**Exercise aim:**
A verbatim copy of the full data, with no pictures, is the expected answer.
━━━━━━━━━━━━━━━━
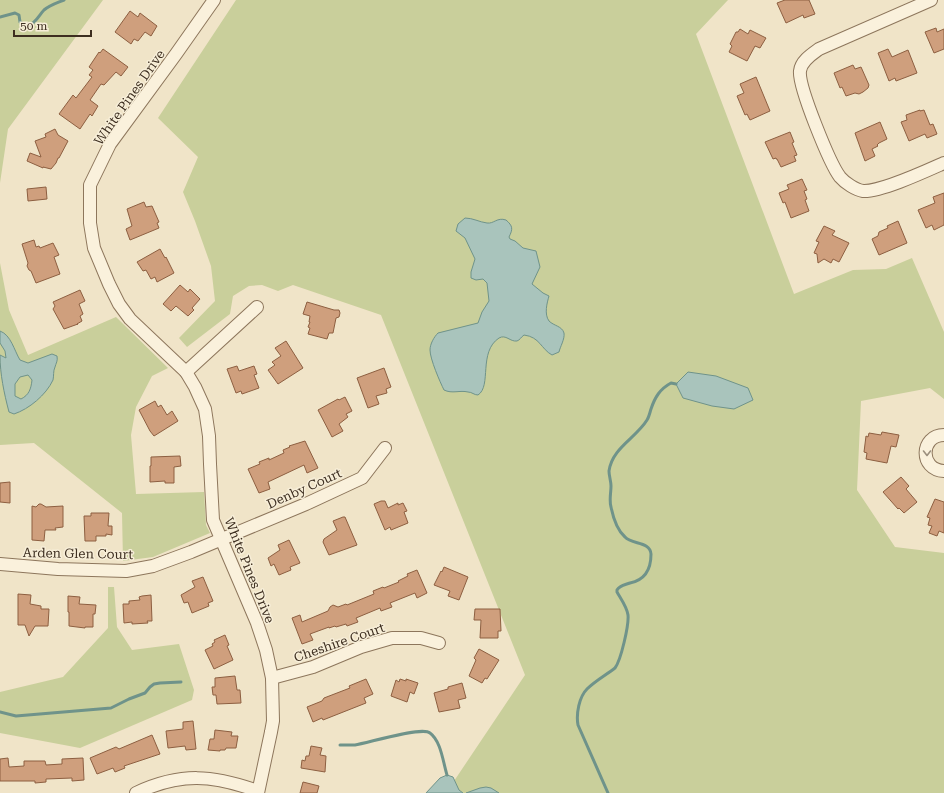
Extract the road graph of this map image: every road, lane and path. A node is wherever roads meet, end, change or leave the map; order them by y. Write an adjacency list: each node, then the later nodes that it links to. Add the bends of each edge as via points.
1 (214, 0): 5 (street, White Pines Drive, via 110,144 90,185 90,223 94,248 119,304 130,319)
2 (931, 0): 3 (street, via 819,49 807,58 800,70 801,83 832,161 840,177 849,184 863,191 880,189)
3 (944, 163)
4 (257, 306): 5 (street)
5 (186, 372): 9 (street, White Pines Drive, via 205,409 209,436 213,520)
6 (944, 435): 8 (street, one-way to 8, via 930,441 925,452 929,464)
7 (385, 448): 9 (street, Denby Court, via 362,478)
8 (944, 471)
9 (222, 539): 10 (street, Arden Glen Court, via 153,566 126,571); 12 (street, White Pines Drive, via 257,623)
10 (0, 564)
11 (439, 643): 12 (street, Cheshire Court, via 421,638 392,638 361,647 313,667)
12 (272, 678): 13 (street, White Pines Drive, via 272,732)
13 (258, 792): 14 (street, via 234,782 200,777 169,780)
14 (136, 793)

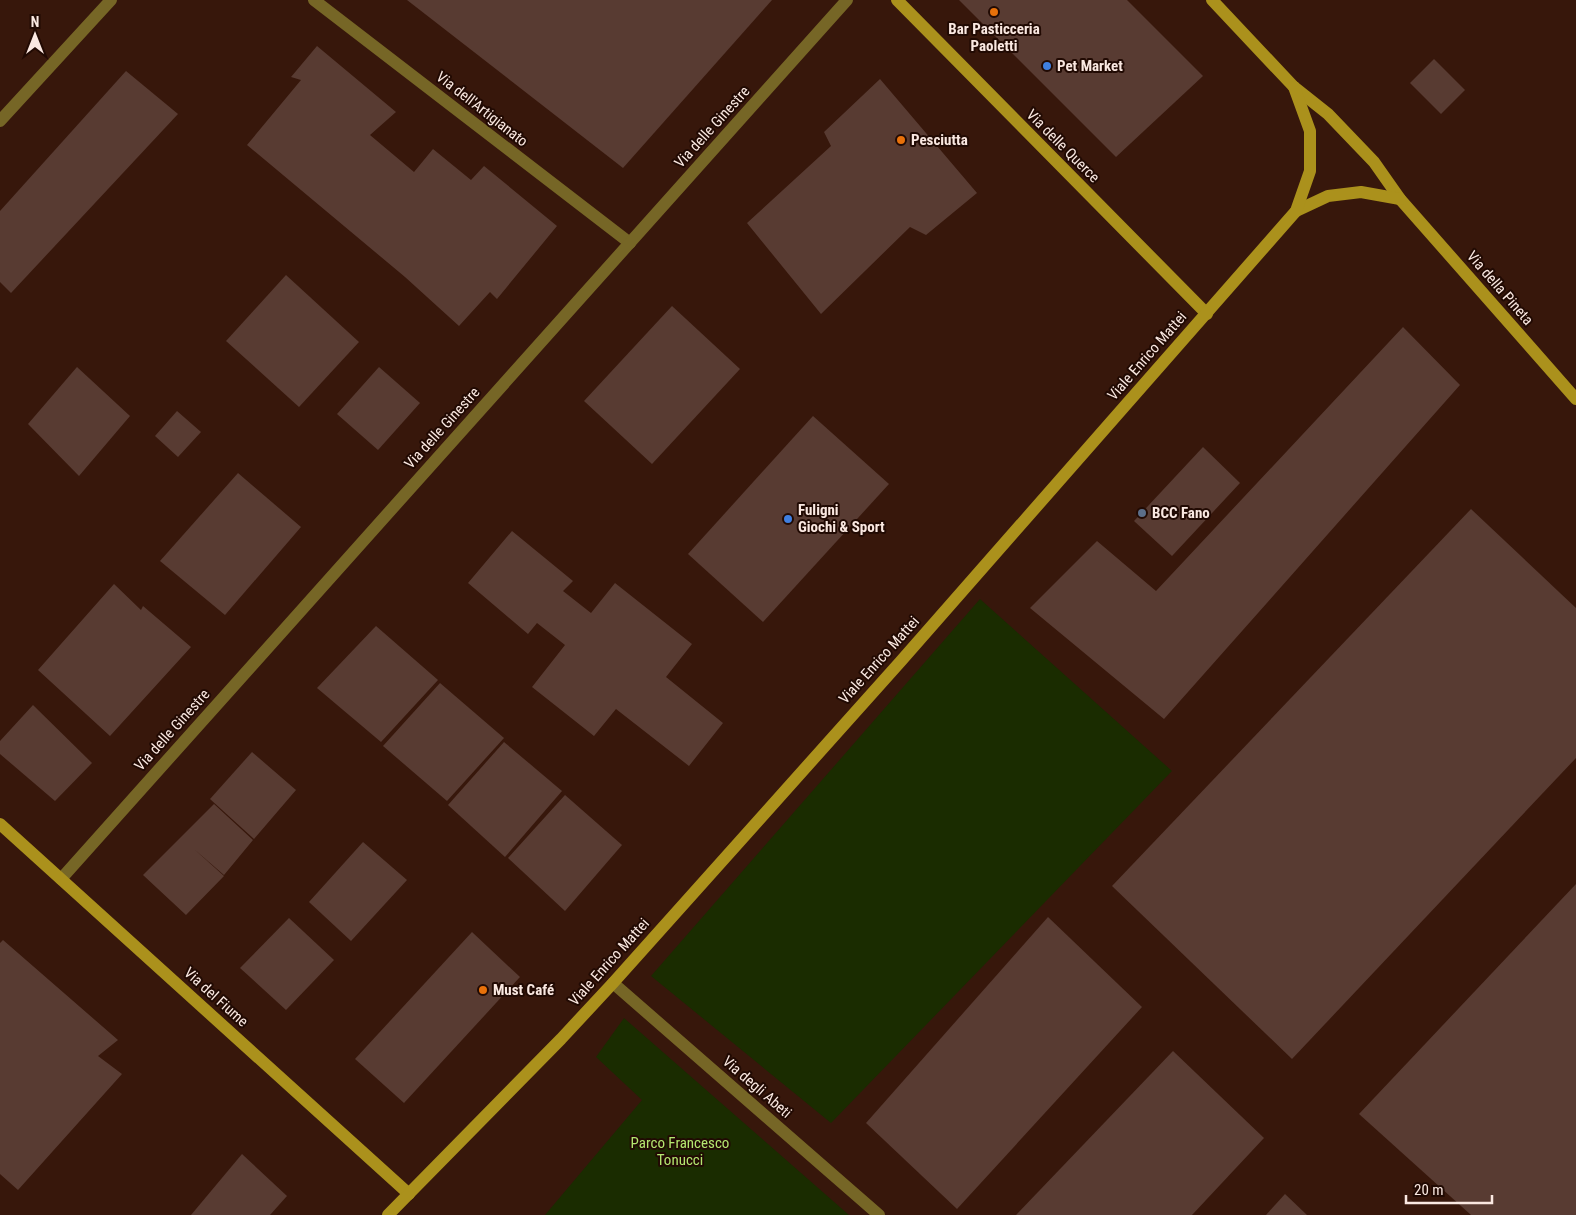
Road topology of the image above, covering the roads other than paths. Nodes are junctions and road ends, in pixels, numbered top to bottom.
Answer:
1 (111, 0) edge
2 (314, 0) edge
3 (847, 0) edge
4 (897, 0) edge
5 (1212, 0) edge
6 (1294, 87) junction
7 (0, 121) edge
8 (1400, 199) junction
9 (1296, 211) junction
10 (630, 243) junction
11 (1207, 314) junction
12 (1576, 399) edge
13 (0, 824) edge
14 (61, 879) junction
15 (613, 983) junction
16 (409, 1194) junction
17 (388, 1215) edge
18 (879, 1215) edge

1 - 7 street
2 - 10 street, Via dell'Artigianato
3 - 10 street, Via delle Ginestre
4 - 11 street, Via delle Querce
5 - 6 street, Via della Pineta
6 - 8 street, Via della Pineta
6 - 9 street, Viale Enrico Mattei
8 - 9 street
8 - 12 street, Via della Pineta
9 - 11 street, Viale Enrico Mattei
10 - 14 street, Via delle Ginestre
11 - 15 street, Viale Enrico Mattei
13 - 14 street, Via del Fiume
14 - 16 street, Via del Fiume
15 - 16 street, Viale Enrico Mattei
15 - 18 street, Via degli Abeti
16 - 17 street, Viale Enrico Mattei

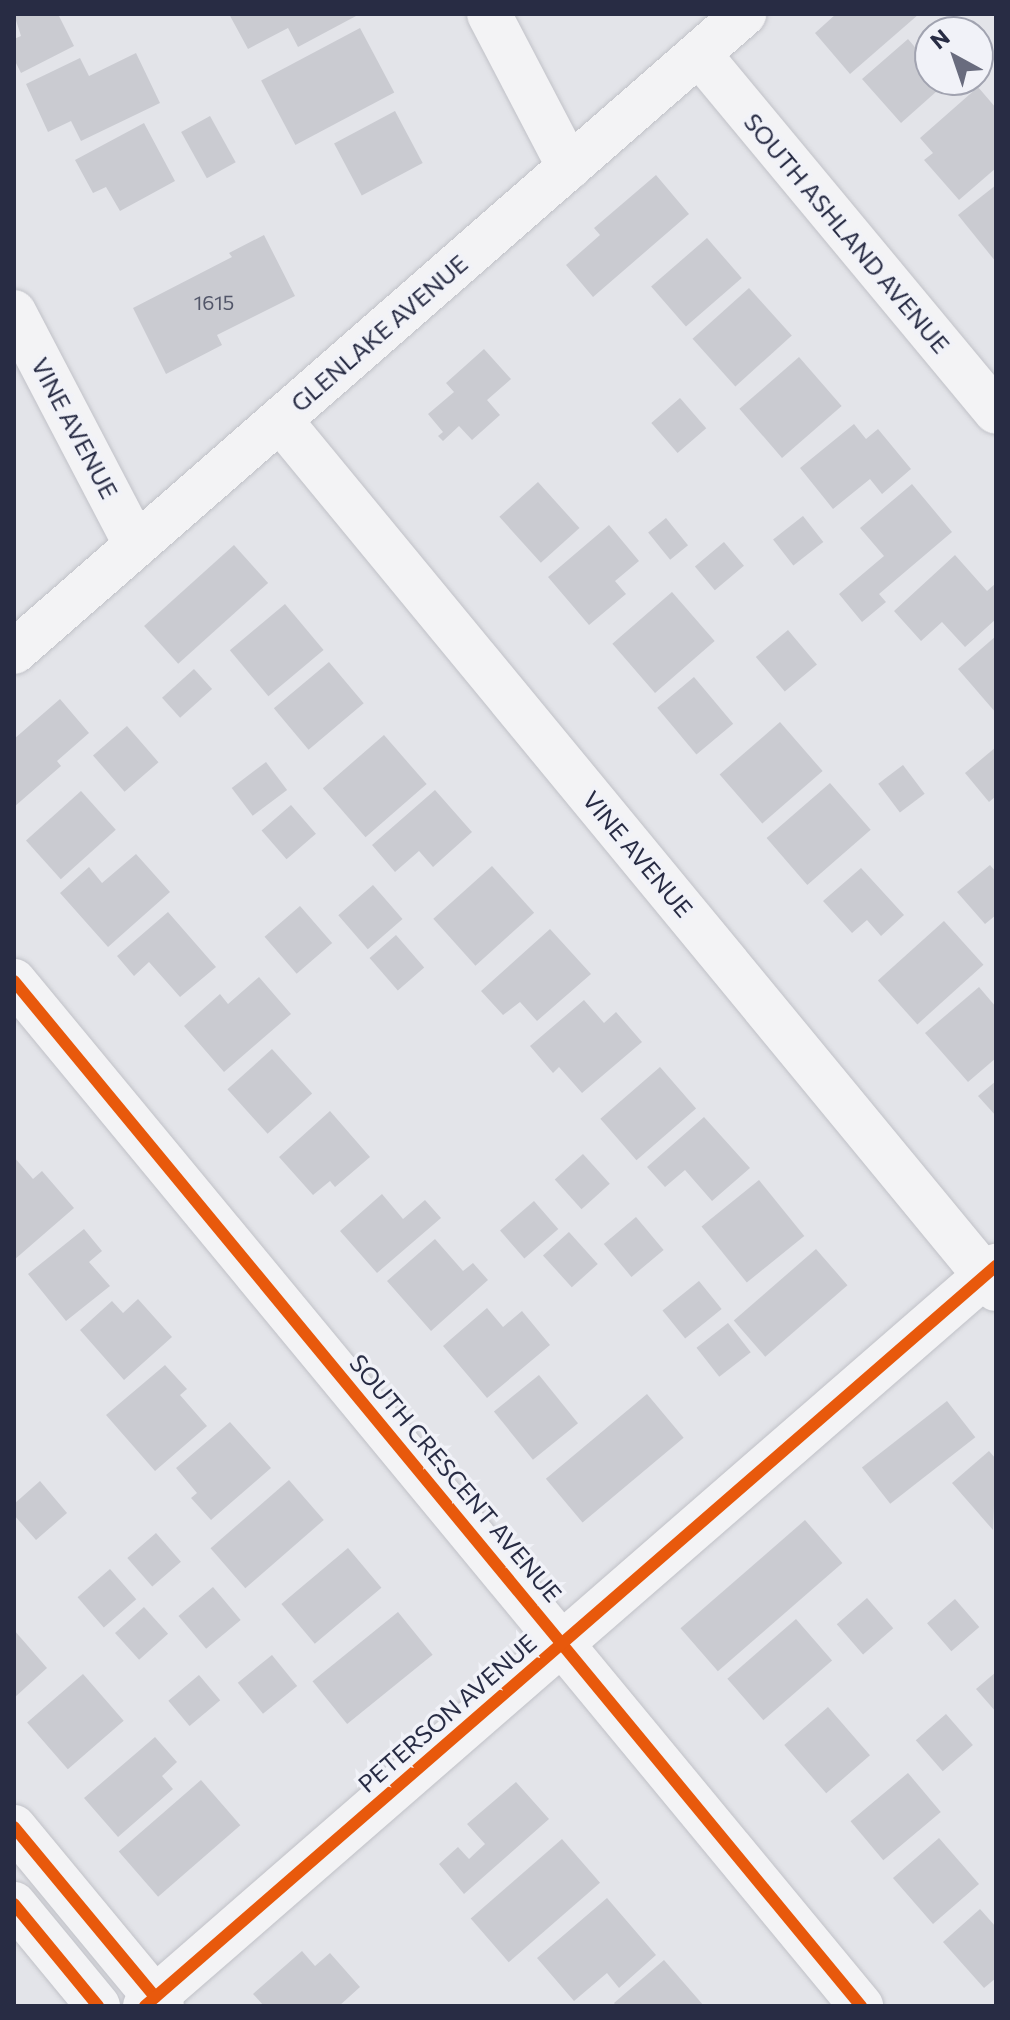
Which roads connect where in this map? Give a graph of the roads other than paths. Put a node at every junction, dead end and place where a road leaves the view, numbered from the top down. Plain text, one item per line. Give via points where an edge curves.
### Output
1 (489, 14) edge
2 (744, 14) edge
3 (699, 54) junction
4 (569, 167) junction
5 (14, 312) edge
6 (996, 412) edge
7 (280, 420) junction
8 (136, 545) junction
9 (14, 652) edge
10 (14, 981) edge
11 (992, 1277) edge
12 (563, 1641) junction
13 (14, 1827) edge
14 (14, 1904) edge
15 (154, 2003) edge
16 (98, 2006) edge
17 (861, 2006) edge

1 - 4 street
2 - 3 street, GLENLAKE AVENUE
3 - 4 street, GLENLAKE AVENUE
3 - 6 street, SOUTH ASHLAND AVENUE
4 - 7 street, GLENLAKE AVENUE
5 - 8 street, VINE AVENUE
7 - 8 street, GLENLAKE AVENUE
7 - 11 street, VINE AVENUE
8 - 9 street, GLENLAKE AVENUE
10 - 12 street, SOUTH CRESCENT AVENUE
11 - 12 street, PETERSON AVENUE
12 - 15 street, PETERSON AVENUE
12 - 17 street, SOUTH CRESCENT AVENUE
13 - 15 street
14 - 16 street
━━━━━━━━━━━━━━━━
**Exercise solution:**
Extract the road graph of this map image: every road, lane and path. A node is wherever roads meet, end, change or leave the map; order them by y. Write an adjacency list: each node, then the later nodes that it links to. Add the bends of each edge as via points.
1 (214, 0): 5 (street, White Pines Drive, via 110,144 90,185 90,223 94,248 119,304 130,319)
2 (931, 0): 3 (street, via 819,49 807,58 800,70 801,83 832,161 840,177 849,184 863,191 880,189)
3 (944, 163)
4 (257, 306): 5 (street)
5 (186, 372): 9 (street, White Pines Drive, via 205,409 209,436 213,520)
6 (944, 435): 8 (street, one-way to 8, via 930,441 925,452 929,464)
7 (385, 448): 9 (street, Denby Court, via 362,478)
8 (944, 471)
9 (222, 539): 10 (street, Arden Glen Court, via 153,566 126,571); 12 (street, White Pines Drive, via 257,623)
10 (0, 564)
11 (439, 643): 12 (street, Cheshire Court, via 421,638 392,638 361,647 313,667)
12 (272, 678): 13 (street, White Pines Drive, via 272,732)
13 (258, 792): 14 (street, via 234,782 200,777 169,780)
14 (136, 793)

Road topology of the image above, covering the roads other than paths. Nodes are junctions and road ends, in pixels, numbered top to bottom.
Answer:
1 (111, 0) edge
2 (314, 0) edge
3 (847, 0) edge
4 (897, 0) edge
5 (1212, 0) edge
6 (1294, 87) junction
7 (0, 121) edge
8 (1400, 199) junction
9 (1296, 211) junction
10 (630, 243) junction
11 (1207, 314) junction
12 (1576, 399) edge
13 (0, 824) edge
14 (61, 879) junction
15 (613, 983) junction
16 (409, 1194) junction
17 (388, 1215) edge
18 (879, 1215) edge

1 - 7 street
2 - 10 street, Via dell'Artigianato
3 - 10 street, Via delle Ginestre
4 - 11 street, Via delle Querce
5 - 6 street, Via della Pineta
6 - 8 street, Via della Pineta
6 - 9 street, Viale Enrico Mattei
8 - 9 street
8 - 12 street, Via della Pineta
9 - 11 street, Viale Enrico Mattei
10 - 14 street, Via delle Ginestre
11 - 15 street, Viale Enrico Mattei
13 - 14 street, Via del Fiume
14 - 16 street, Via del Fiume
15 - 16 street, Viale Enrico Mattei
15 - 18 street, Via degli Abeti
16 - 17 street, Viale Enrico Mattei

Which roads connect where in this map? Give a graph of the roads other than paths. Put a node at every junction, dead end and place where a road leaves the view, numbered from the top down. Plain text, one item per line. Give via points where an edge curves.
### Output
1 (489, 14) edge
2 (744, 14) edge
3 (699, 54) junction
4 (569, 167) junction
5 (14, 312) edge
6 (996, 412) edge
7 (280, 420) junction
8 (136, 545) junction
9 (14, 652) edge
10 (14, 981) edge
11 (992, 1277) edge
12 (563, 1641) junction
13 (14, 1827) edge
14 (14, 1904) edge
15 (154, 2003) edge
16 (98, 2006) edge
17 (861, 2006) edge

1 - 4 street
2 - 3 street, GLENLAKE AVENUE
3 - 4 street, GLENLAKE AVENUE
3 - 6 street, SOUTH ASHLAND AVENUE
4 - 7 street, GLENLAKE AVENUE
5 - 8 street, VINE AVENUE
7 - 8 street, GLENLAKE AVENUE
7 - 11 street, VINE AVENUE
8 - 9 street, GLENLAKE AVENUE
10 - 12 street, SOUTH CRESCENT AVENUE
11 - 12 street, PETERSON AVENUE
12 - 15 street, PETERSON AVENUE
12 - 17 street, SOUTH CRESCENT AVENUE
13 - 15 street
14 - 16 street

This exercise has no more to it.